→ **WHAT TO PRODUCE**
Every line between the top of the data below and the line with "Road topology of", both ends included, must be retyped exactly.

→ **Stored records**
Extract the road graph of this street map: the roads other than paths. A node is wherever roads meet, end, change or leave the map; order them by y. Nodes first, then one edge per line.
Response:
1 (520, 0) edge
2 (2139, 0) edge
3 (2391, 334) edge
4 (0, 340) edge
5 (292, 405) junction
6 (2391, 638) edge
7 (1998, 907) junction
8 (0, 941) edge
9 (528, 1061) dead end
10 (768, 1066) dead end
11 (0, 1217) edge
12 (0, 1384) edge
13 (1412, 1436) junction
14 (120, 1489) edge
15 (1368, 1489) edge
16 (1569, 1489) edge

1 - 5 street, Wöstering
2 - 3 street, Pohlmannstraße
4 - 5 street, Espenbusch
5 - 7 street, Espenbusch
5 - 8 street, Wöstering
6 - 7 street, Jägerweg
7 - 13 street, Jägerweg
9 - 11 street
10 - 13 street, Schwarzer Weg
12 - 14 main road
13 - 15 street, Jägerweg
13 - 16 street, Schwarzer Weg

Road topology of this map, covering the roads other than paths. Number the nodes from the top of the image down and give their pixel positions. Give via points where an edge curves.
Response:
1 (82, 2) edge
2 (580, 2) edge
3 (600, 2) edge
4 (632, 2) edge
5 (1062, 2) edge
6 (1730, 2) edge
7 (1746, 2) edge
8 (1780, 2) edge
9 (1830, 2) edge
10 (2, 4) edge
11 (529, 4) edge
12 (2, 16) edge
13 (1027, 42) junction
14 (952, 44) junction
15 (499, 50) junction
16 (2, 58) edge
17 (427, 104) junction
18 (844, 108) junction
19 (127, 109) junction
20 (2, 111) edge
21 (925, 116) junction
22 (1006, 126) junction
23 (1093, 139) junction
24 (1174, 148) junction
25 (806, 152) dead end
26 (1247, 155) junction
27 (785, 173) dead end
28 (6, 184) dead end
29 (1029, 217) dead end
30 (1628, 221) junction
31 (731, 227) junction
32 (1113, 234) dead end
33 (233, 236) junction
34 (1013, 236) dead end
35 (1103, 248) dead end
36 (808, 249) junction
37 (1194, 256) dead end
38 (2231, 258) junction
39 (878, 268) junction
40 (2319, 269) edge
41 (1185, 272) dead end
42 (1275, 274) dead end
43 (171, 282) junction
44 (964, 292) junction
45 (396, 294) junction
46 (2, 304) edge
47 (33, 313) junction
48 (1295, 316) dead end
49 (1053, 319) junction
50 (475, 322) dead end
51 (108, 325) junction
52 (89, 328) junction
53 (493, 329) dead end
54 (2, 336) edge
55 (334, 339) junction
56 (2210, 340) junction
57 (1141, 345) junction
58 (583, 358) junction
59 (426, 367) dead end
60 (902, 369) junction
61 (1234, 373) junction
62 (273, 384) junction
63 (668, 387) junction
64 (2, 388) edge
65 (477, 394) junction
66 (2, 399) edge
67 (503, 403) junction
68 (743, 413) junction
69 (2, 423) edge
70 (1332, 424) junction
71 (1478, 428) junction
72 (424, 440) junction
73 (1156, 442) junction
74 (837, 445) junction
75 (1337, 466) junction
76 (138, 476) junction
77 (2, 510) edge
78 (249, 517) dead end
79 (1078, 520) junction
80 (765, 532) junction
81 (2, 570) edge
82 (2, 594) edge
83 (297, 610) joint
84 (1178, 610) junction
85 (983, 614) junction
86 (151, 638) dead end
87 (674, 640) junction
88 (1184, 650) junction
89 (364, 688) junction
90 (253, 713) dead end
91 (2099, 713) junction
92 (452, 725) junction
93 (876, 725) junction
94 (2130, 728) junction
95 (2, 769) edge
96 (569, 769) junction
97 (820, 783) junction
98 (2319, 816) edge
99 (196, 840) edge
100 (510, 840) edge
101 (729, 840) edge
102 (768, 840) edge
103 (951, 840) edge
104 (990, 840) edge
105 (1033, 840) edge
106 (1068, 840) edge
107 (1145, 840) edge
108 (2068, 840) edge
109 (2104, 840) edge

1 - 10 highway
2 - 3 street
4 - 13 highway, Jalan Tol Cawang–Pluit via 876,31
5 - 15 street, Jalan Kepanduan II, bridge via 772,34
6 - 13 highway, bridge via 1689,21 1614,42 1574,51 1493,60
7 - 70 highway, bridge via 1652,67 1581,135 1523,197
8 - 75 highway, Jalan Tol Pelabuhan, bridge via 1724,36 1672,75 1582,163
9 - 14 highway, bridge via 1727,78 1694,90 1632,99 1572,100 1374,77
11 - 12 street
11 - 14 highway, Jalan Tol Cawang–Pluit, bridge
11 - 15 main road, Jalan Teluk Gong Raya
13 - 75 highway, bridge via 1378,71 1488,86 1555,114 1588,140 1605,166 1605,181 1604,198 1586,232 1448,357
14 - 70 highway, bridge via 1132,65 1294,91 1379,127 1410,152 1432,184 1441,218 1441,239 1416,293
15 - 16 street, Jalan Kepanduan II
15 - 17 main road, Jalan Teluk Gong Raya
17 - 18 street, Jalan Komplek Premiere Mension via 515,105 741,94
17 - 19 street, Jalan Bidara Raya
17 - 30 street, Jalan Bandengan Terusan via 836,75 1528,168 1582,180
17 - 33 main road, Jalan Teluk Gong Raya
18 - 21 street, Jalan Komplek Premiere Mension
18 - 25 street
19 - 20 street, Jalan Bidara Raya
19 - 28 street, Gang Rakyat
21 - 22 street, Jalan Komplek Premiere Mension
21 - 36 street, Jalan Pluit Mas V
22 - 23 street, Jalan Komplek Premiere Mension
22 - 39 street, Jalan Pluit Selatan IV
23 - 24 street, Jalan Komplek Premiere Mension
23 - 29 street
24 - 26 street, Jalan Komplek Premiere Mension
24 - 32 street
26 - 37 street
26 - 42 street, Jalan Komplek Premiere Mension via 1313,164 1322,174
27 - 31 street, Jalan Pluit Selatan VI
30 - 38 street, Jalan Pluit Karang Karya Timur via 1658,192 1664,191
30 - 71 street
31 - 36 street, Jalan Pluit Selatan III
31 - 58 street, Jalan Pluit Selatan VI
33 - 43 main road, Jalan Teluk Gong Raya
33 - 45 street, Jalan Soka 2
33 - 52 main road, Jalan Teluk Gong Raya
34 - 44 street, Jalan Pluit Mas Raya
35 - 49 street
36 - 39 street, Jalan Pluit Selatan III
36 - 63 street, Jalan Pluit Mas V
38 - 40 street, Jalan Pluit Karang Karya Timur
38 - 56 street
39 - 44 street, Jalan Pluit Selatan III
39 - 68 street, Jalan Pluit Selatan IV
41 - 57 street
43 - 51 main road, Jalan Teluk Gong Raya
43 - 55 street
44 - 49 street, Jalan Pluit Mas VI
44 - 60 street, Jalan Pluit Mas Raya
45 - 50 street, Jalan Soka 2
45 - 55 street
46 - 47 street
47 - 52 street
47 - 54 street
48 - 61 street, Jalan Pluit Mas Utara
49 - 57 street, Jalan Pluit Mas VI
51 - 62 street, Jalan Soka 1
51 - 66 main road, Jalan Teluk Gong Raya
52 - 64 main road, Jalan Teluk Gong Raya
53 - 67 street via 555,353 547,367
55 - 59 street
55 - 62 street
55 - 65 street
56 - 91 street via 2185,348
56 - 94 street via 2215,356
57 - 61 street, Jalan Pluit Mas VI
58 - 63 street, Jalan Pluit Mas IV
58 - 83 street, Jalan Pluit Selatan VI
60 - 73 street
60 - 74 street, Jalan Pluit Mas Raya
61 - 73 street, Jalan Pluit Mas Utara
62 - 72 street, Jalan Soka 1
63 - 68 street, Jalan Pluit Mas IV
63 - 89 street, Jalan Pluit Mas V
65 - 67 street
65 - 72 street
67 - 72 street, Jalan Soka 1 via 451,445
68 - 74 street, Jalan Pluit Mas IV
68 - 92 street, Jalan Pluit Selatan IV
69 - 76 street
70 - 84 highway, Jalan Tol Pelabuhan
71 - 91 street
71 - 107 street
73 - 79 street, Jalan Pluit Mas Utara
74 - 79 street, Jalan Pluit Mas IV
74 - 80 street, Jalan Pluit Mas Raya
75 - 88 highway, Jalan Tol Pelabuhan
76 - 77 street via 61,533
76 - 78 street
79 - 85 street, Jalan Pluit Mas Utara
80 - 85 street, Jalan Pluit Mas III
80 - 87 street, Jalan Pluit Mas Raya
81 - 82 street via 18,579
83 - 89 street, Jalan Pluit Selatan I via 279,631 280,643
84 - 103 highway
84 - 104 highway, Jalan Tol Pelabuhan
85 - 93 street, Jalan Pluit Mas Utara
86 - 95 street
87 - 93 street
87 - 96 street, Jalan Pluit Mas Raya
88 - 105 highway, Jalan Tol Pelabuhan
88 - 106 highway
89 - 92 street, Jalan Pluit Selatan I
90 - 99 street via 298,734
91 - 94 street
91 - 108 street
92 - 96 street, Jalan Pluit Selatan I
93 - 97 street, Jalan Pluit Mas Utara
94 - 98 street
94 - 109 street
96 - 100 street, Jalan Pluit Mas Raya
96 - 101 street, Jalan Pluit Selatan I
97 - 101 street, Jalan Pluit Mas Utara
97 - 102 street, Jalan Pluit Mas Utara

→ **RESPONSE BELOW**
Extract the road graph of this street map: the roads other than paths. A node is wherever roads meet, end, change or leave the map; order them by y. Nodes first, then one edge per line.
Response:
1 (520, 0) edge
2 (2139, 0) edge
3 (2391, 334) edge
4 (0, 340) edge
5 (292, 405) junction
6 (2391, 638) edge
7 (1998, 907) junction
8 (0, 941) edge
9 (528, 1061) dead end
10 (768, 1066) dead end
11 (0, 1217) edge
12 (0, 1384) edge
13 (1412, 1436) junction
14 (120, 1489) edge
15 (1368, 1489) edge
16 (1569, 1489) edge

1 - 5 street, Wöstering
2 - 3 street, Pohlmannstraße
4 - 5 street, Espenbusch
5 - 7 street, Espenbusch
5 - 8 street, Wöstering
6 - 7 street, Jägerweg
7 - 13 street, Jägerweg
9 - 11 street
10 - 13 street, Schwarzer Weg
12 - 14 main road
13 - 15 street, Jägerweg
13 - 16 street, Schwarzer Weg

Road topology of this map, covering the roads other than paths. Number the nodes from the top of the image down and give their pixel positions. Give via points where an edge curves.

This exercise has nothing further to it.